1. “I Don‘t Want to Feel Uncomfortable”
From a purely selfish perspective, discomfort’s something most people try to avoid. As a manager, it can be really hard to lean into it willingly, even though you’re capable of it. You worry about how to say the thing you need to say or feel nervous about what they’re going to say in return.
Good news! In the vast majority of cases, you’ll only experience a momentary discomfort while having the feedback conversation, and then it’ll pass. In fact, the anticipation of doing it is often worse than the actual conversation, because we hype this up in our minds. Instead of trying to avoid being uncomfortable, acknowledge the feeling and accept it.
“This is going to be a little uncomfortable—and that‘s normal. By facing this, I‘m being a better manager and growing my direct report while also growing myself.”
Still holding back? Try scheduling coffee outside the office to have the conversation; ask them to bring feedback they have for you as well. That way you’re locked into sharing, and can focus on the relief you‘ll feel when it’s over.
The upside is that the more you give constructive feedback and develop a healthy relationship with your team, the less this discomfort will phase you. You’ll realize it’s like when you can feel the burn at the gym. You know you’re doing good work because you‘re stretching yourself past your comfort zone.
2. “I Don’t Want to Make Them Feel Bad”
This is the flipside of number one and it’s very common in highly empathetic managers. While it’s great to be a highly empathetic manager (yes, yes, take a moment to pat yourself on the back), know that this excuse typically masquerades as a benevolent intention. Keeping someone from feeling bad is a good thing, right?
In this case, you’re making a choice for your employee; you‘re trading possible discomfort or negative emotions—which you can‘t even be sure they‘ll feel—for a chance to get information that could make them better at their job.
Hold back concerns long enough and it could lead to that same person whose feelings you were protecting not getting a promotion, or even losing their job. Taken to that extreme, it‘s easy to see how backwards this excuse is.
“I want the best for my team. Caring about someone doesn’t mean sparing their feelings, it means being supportive and honest so they can grow.”
If this resonates for you, I recommend tying your feedback to goals and aspirations you know your employee cares about. By reminding people of what they want to achieve, they‘re more likely to be receptive to the things they don‘t want to do.
Here‘s an example, “John, I know you want to become a manager and are already thinking about ways in which you can develop those skills. Being a manager requires great time management, which is something I‘ve observed has been inconsistent recently in your work. For example, last week, you didn’t get any of your projects in on time.” By giving that upfront context, you’re showing that you care about helping John achieve his goals.
Finally, I’ll add that it’s not your job to keep your team from feeling any negative emotions ever. Your job is to grow your employees, help them achieve higher performance for your team and the company, and work with them to help reach their goals.

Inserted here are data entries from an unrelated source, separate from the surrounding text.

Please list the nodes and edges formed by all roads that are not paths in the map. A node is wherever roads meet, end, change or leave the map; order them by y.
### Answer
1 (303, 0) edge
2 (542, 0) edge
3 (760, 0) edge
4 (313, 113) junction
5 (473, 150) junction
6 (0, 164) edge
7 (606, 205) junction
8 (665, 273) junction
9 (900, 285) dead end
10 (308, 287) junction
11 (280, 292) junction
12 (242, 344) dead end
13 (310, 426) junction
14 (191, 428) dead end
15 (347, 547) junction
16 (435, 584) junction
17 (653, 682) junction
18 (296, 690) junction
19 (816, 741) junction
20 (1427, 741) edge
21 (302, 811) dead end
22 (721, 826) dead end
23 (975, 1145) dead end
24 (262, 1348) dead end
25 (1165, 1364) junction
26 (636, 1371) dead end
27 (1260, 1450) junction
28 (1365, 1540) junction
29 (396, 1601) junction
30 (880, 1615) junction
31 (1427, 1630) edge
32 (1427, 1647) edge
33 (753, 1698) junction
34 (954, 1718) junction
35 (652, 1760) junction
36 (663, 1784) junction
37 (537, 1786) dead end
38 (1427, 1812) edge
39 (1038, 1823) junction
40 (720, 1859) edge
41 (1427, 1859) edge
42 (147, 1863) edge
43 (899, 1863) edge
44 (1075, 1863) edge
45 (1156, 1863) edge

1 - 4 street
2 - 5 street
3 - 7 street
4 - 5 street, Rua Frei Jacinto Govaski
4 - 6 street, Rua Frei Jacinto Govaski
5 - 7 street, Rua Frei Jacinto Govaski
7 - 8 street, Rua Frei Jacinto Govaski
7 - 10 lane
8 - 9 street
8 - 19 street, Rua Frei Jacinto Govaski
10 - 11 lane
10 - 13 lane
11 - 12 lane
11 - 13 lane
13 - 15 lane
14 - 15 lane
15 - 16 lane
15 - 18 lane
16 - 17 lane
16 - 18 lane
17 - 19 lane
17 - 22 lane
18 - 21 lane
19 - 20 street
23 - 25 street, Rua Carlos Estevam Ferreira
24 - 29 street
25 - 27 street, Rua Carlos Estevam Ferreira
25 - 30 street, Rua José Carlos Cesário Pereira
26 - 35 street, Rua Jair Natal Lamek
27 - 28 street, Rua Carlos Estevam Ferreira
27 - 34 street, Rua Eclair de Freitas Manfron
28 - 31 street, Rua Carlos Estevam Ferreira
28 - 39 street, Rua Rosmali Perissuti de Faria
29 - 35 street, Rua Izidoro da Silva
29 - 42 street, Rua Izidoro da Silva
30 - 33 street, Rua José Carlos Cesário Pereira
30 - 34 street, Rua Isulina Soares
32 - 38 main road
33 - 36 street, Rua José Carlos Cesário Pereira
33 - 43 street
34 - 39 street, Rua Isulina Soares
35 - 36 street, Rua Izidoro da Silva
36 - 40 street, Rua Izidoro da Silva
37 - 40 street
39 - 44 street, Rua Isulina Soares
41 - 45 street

3. “I‘m Scared This Will Impact Our Relationship”
From “I want to be liked and fear somewhat that my feedback will compromise that” to “We work together so closely and so frequently that I’ll make an extra effort to keep the relationship positive,” this one pops up a lot. Having a great relationship with your team is a very good thing to aspire to, but that doesn’t mean always keeping things light.
Just think of the last romantic relationship you had in which you didn’t speak up when things bugged you in order to keep things positive. It likely resulted in one or both of you not getting what you needed.